Crazy Nut Job

via hilker (note, this quote contributes to the commentary below and was substituted for the one hilker had):

While the President’s concern for the uninsured is no doubt sincere, his plan amounts to a magnanimous gift to the health insurance industry, despite any implications to the contrary.

For decades the insurance industry has been lobbying for mandated coverage for everyone. Imagine if the cell phone industry or the cable TV industry received such a gift from government? If government were to fine individuals simply for not buying a corporation’s product, it would be an incredible and completely unfair boon to that industry, at the expense of freedom and the free market. Yet this is what the current healthcare reform plans intend to do for the very powerful health insurance industry.

The stipulation that pre-existing conditions would have to be covered seems a small price to pay for increasing their client pool to 100% of the American people. A big red flag, however, is that they would also have immunity from lawsuits, should they fail to actually cover what they are supposedly required to cover, so these requirements on them are probably meaningless. Mandates on all citizens to be customers of theirs, however, are enforceable with fines and taxes.

The above notwithstanding, I completely disagree. The President’s plan is not a handout to the insurance industry. It is a handout to the drug industry. I think that the government bureaucracy will trump the insurance bureaucracy, especially given that the public option won’t have to pay taxes. Also, it is extremely unlikely that the final plan will do away with differences in state regulations, which the public option will freely ignore (having the public option ignore these regulations is a good thing for those enrolled in the public option and it reduces administration costs).

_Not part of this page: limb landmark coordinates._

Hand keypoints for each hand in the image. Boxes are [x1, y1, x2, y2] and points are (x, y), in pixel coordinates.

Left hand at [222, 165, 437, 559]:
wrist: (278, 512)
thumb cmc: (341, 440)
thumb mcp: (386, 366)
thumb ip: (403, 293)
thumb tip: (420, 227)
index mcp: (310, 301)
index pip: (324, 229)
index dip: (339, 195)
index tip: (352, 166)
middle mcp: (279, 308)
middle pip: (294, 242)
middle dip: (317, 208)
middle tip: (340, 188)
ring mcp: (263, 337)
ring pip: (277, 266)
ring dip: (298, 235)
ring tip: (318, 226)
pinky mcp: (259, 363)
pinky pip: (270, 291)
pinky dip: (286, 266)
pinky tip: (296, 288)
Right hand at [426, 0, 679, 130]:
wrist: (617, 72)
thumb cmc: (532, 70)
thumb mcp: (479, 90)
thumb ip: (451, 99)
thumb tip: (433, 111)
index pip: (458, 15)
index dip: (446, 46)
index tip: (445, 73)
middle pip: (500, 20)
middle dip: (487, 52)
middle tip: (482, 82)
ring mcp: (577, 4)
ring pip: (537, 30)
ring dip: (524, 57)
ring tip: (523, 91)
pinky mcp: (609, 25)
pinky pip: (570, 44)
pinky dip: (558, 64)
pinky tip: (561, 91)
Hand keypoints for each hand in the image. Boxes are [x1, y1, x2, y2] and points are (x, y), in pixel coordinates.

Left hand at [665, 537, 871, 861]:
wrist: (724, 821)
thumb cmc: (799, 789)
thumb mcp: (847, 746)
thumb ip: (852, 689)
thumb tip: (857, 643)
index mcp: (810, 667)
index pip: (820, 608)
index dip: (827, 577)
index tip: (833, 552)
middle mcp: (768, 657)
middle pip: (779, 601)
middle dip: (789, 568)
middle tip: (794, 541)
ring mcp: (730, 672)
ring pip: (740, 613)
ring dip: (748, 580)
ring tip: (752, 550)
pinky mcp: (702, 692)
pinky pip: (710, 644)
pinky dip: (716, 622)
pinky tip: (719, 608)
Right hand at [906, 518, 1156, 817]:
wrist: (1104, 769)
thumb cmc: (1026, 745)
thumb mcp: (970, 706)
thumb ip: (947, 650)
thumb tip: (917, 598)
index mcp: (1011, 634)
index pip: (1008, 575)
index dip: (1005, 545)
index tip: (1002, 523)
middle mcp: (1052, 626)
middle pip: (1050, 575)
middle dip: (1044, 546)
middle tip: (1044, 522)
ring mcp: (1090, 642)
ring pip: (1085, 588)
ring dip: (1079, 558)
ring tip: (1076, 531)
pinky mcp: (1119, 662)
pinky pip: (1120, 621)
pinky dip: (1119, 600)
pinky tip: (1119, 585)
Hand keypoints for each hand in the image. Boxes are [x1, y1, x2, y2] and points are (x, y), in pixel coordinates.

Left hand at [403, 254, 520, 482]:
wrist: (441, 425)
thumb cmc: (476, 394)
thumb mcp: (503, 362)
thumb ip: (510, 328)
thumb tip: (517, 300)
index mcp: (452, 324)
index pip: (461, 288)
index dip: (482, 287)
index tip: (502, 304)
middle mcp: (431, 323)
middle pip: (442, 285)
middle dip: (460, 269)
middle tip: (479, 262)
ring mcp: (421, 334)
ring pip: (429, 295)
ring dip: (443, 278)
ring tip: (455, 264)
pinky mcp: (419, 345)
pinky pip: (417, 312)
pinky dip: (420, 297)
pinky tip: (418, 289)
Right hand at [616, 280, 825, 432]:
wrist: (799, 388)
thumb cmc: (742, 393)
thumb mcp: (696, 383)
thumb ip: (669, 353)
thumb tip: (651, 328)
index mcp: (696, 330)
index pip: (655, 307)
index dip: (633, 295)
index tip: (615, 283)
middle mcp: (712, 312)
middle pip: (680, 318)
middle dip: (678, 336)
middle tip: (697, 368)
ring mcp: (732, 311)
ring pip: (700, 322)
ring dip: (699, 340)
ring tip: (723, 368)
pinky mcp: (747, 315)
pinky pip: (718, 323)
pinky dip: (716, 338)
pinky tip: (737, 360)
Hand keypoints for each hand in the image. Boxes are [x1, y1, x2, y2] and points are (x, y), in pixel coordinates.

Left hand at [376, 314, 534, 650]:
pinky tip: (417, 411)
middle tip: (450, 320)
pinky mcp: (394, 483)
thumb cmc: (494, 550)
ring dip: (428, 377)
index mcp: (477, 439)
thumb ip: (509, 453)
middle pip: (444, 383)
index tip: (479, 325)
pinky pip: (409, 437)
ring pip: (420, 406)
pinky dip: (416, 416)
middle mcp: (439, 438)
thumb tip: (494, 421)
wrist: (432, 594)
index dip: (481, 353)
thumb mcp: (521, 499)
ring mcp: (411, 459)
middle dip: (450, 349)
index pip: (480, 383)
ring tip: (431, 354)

When the US Constitution was conceived, there was a general idea that the states could provide different regulations on such things and the Federal government would only be responsible for protecting against incursions on liberty. This would allow people to move to the state that had the best regulations for them, as the ultimate vote against bad policies. “If you don’t like it here, leave” was actually pretty close to the stated state-level government check. This clearly changed during the Lincoln presidency (for better or worse, though critics must acknowledge the difficulty of ensuring civil rights for blacks while maintaining the old model. I must disclose that I am such a critic, but I also must admit the political difficulties of having history unfold any other way). The fact that insurance is regulated at the state level is applauded by proponents of state rights, which includes most libertarians, but it ignores the reality that has transpired since the Lincoln presidency. There should have been more cooperation between states to allow out-of-state health insurance purchases (and, for those libertarians that support strict Constitutional/Federalist Papers interpretations, doesn’t the Constitution itself make provisions that contracts in one state are valid in another? So shouldn’t people be allowed to buy insurance from another state? [parenthetical squared: I am aware that states have laws governing contract language, and contracts in one state are not generally applicable in another state without a judicial decree, but … damn]). Current insurers are going to have an uphill battle. On the other hand, drug manufacturers maintain their ridiculous protections against the market reducing prices.

How many wrongs does it take to make a right?